Emerging technologies such as self-adaptive software, Internet of Things (IoT) and Distributed Systems (DS) as well as an increasing scalability of software systems complicate predicting whether a software system will behave as expected based on verification of its static properties or not. Additionally, software providers tend to reduce their release cycles due to increasing volatility of requirements in an agile software development environment. This makes extensive testing of software more and more difficult. Verification is usually based merely on automated tests that mostly neglect the runtime behavior of a system. This might lead to impactful problems in various areas. For instance, imagine driving an “autonomous car”. This car is connected to various external systems, or even other cars, that might determine decisions it takes while driving to defined locations. It is relevant for occupants whether the system behaves as expected. Or imagine living in a so-called “Smart Home”. It is important that the connected distributed devices in the system behave only as intended by the owner. In addition, this should be verifiable.

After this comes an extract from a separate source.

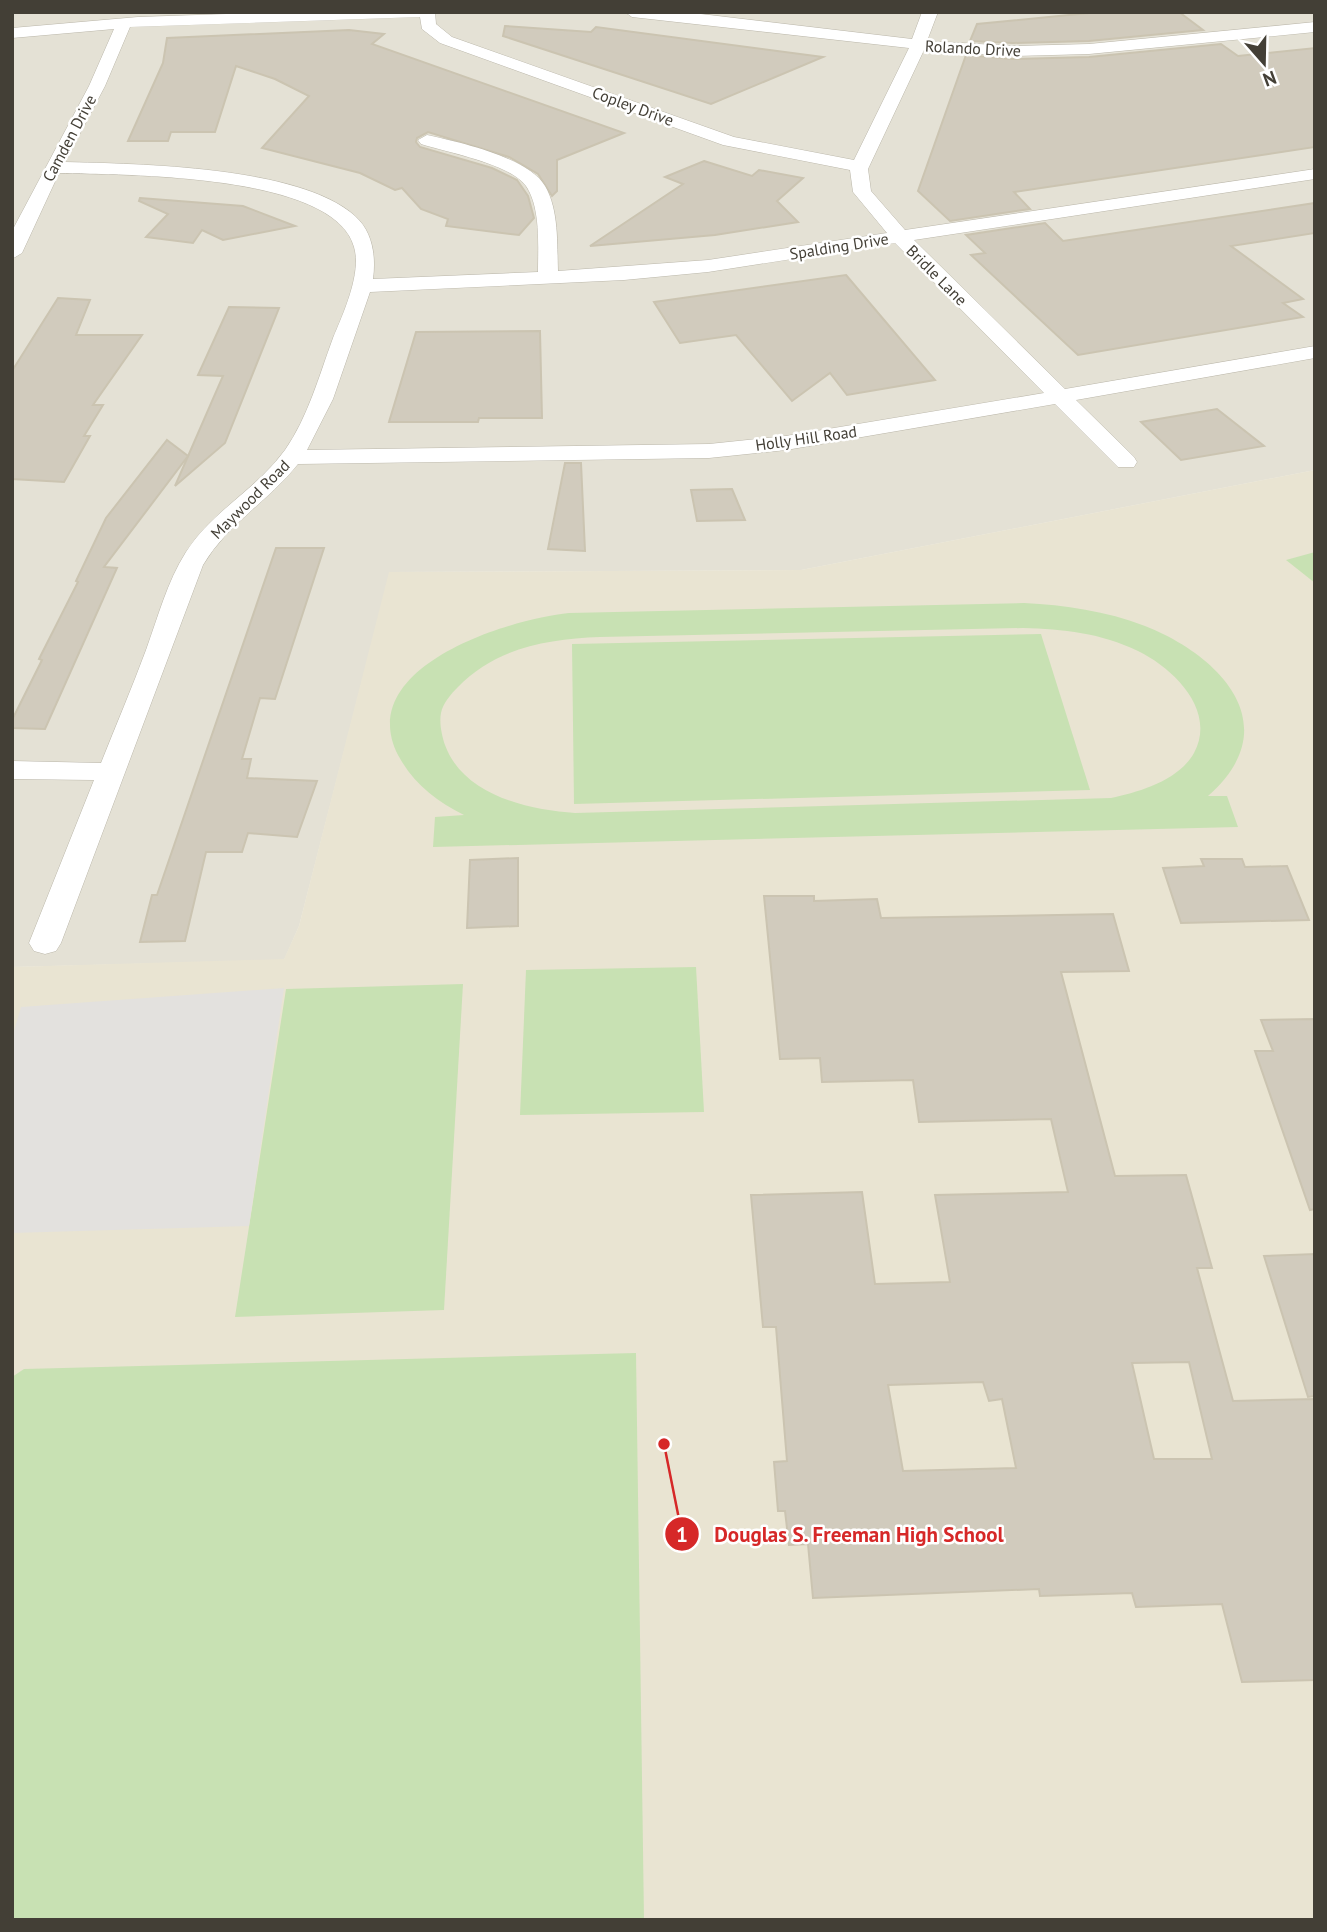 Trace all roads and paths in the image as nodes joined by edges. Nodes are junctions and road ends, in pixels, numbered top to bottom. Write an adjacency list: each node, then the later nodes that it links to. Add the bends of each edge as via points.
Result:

In my master thesis, I want to focus on creating a framework that automates the verification of runtime behavior of a software system. Therefore, it compares UML sequence diagrams created from runtime log traces with existing diagrams that represent the current state of requirements of the system. Additionally, I want to create generic methods for specific tasks in implementing such a framework (like loading models or classifying inconsistencies) that can be reused to facilitate further research in this area.